Requirement -> The data should be written out in full, exactly as it stands, and the pictures dropped.

Working data ->
####

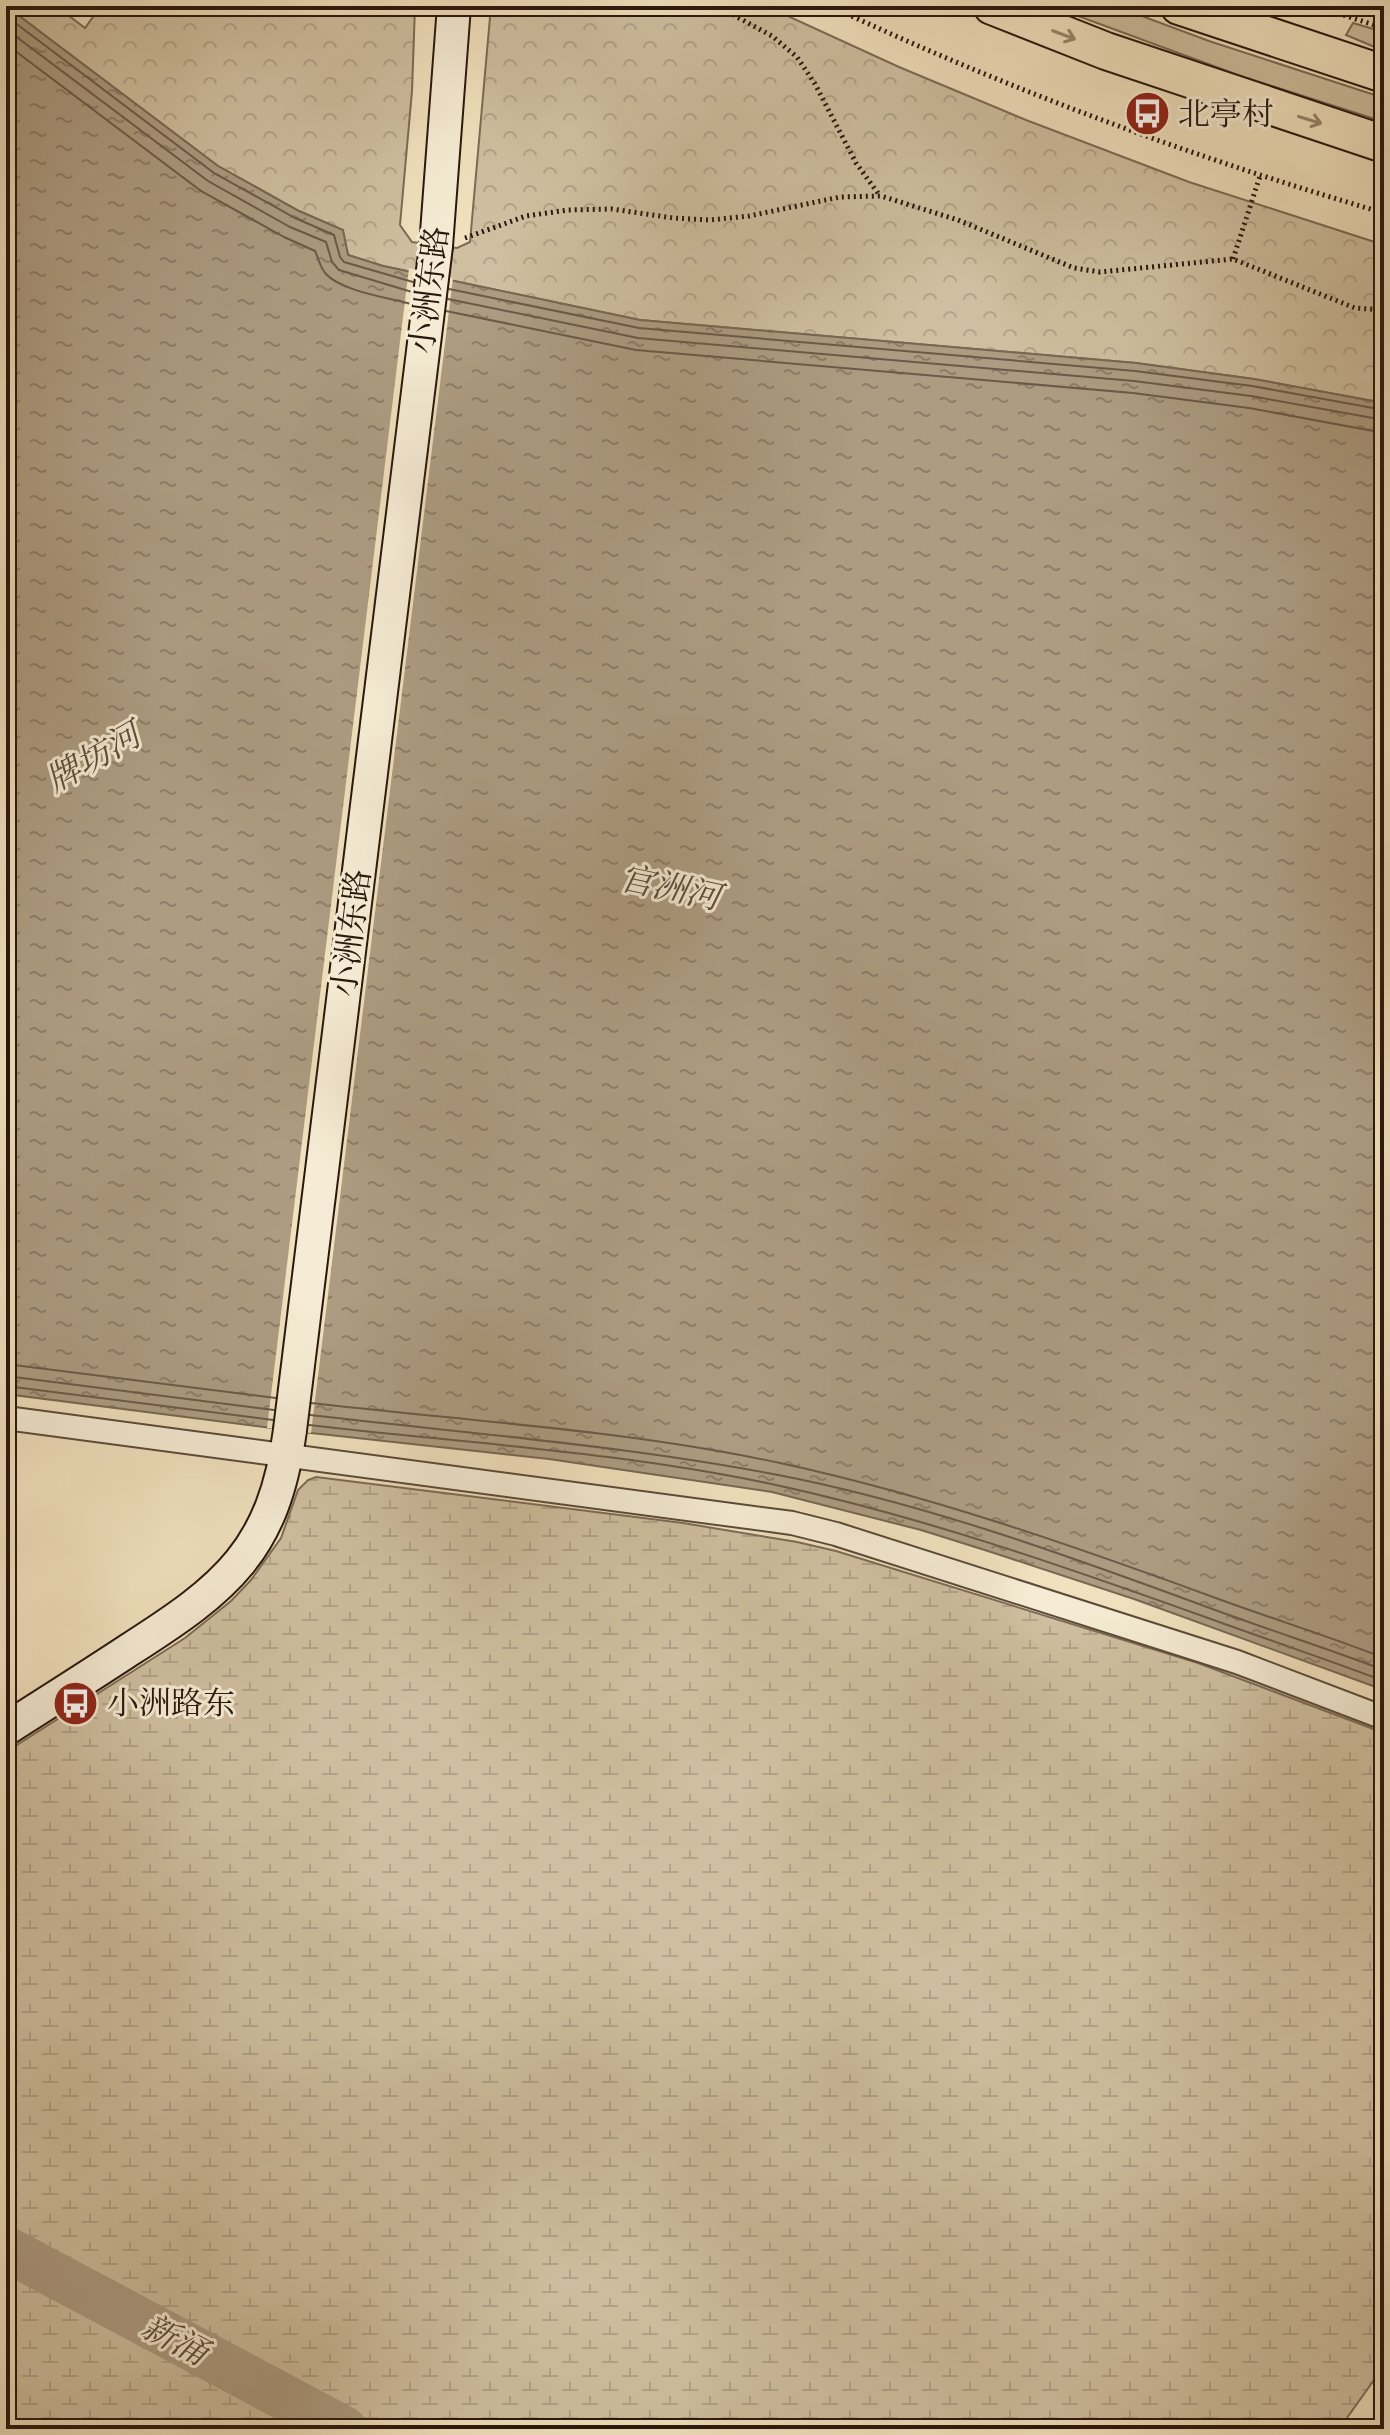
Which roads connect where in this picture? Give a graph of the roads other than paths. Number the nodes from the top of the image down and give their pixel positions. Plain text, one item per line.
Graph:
1 (454, 6) edge
2 (992, 6) edge
3 (1179, 6) edge
4 (1384, 74) edge
5 (1384, 144) edge
6 (6, 1418) edge
7 (288, 1444) junction
8 (1384, 1718) edge
9 (6, 1729) edge

1 - 7 main road, 小洲东路, bridge
2 -> 5 main road
3 - 4 main road
6 - 7 street
7 - 8 street
7 - 9 main road, 小洲东路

####

Answer for this exercise ->
Which roads connect where in this picture? Give a graph of the roads other than paths. Number the nodes from the top of the image down and give their pixel positions. Plain text, one item per line.
Graph:
1 (454, 6) edge
2 (992, 6) edge
3 (1179, 6) edge
4 (1384, 74) edge
5 (1384, 144) edge
6 (6, 1418) edge
7 (288, 1444) junction
8 (1384, 1718) edge
9 (6, 1729) edge

1 - 7 main road, 小洲东路, bridge
2 -> 5 main road
3 - 4 main road
6 - 7 street
7 - 8 street
7 - 9 main road, 小洲东路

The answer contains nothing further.